Uma nota final: os editores europeus perdem as botas e os sapatos de engraxar a caminho das feiras do livro de Frankfurt e etc, para comprarem direitos de autor de escritores que, a maioria das vezes, são ou foram alunos de escrita criativa dos professores universitários que trabalham para as editoras. E assim se faz a vida e enchem as estantes de novas estrelas, e se esquecem, e muitas vezes se escondem, as verdadeiras jóias da nossa literatura. Neste caso acho que nem podemos falar de dinheiro e interesses económicos, mas de uma estúpida ignorância sobre a realidade da literatura brasileira e da sua qualidade.
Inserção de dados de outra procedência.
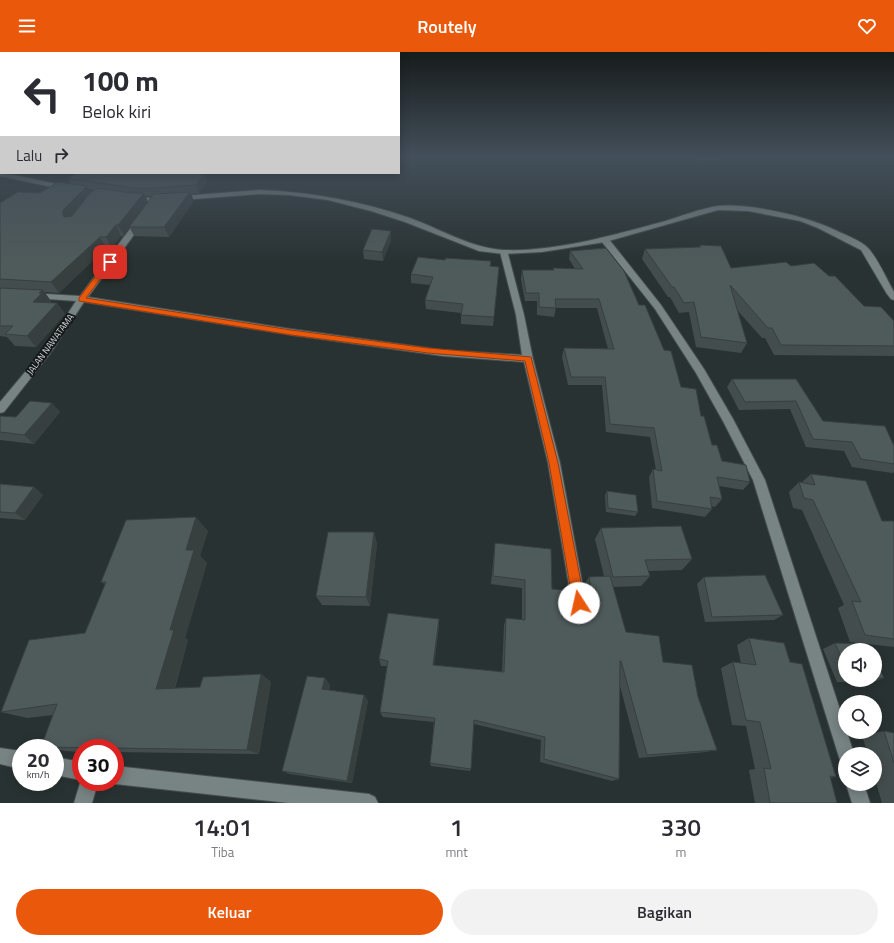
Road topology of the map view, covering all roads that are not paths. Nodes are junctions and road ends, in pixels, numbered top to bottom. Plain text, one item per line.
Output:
1 (124, 198) edge
2 (151, 206) junction
3 (605, 240) junction
4 (504, 252) junction
5 (22, 295) edge
6 (894, 297) edge
7 (82, 299) junction
8 (528, 359) junction
9 (0, 409) edge
10 (579, 603) edge
11 (844, 747) edge
12 (0, 756) edge
13 (12, 758) edge
14 (124, 776) edge
15 (86, 791) edge
16 (857, 791) edge
17 (83, 803) edge
18 (369, 803) edge
19 (861, 803) edge

1 - 2 street
2 - 4 street
2 - 7 street, JALAN NAWATAMA
3 - 4 street
3 - 6 street
3 - 11 street
4 - 8 street
5 - 7 street
7 - 8 street
7 - 9 street, JALAN NAWATAMA
8 - 10 street
12 - 13 street
14 - 18 street
15 - 17 street
16 - 19 street

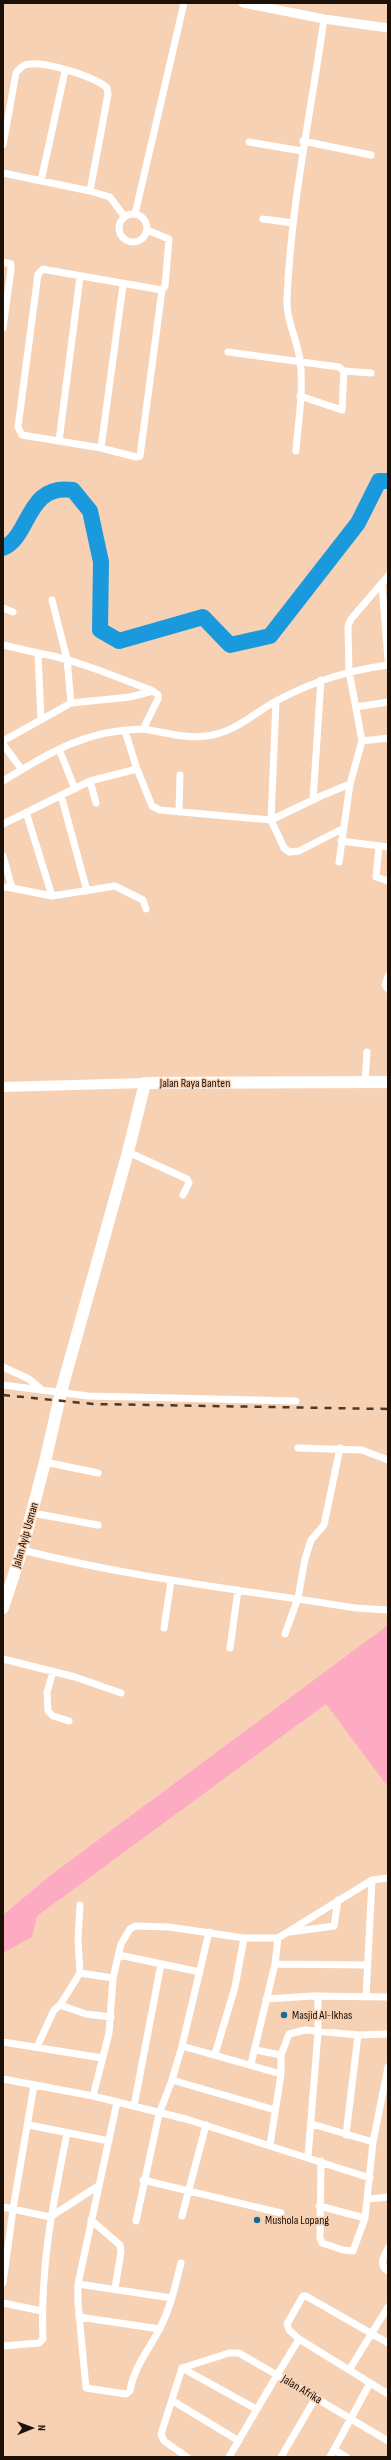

JAE.

quinta-feira, 31 de outubro de 2024

O fecho do edifício da Segurança Social: os políticos não berram com medo de serem chamados de ovelhas?

O edifício da Segurança Social de Santarém está fechado porque põe em risco a saúde dos seus trabalhadores. O caso é recorrente. A instituição é uma das mais importantes do Estado, talvez mesmo a mais importante. Santarém está a sair do mapa? Parece. Desculpem qualquer coisinha mas o que se está a passar parece brincadeira de carnaval.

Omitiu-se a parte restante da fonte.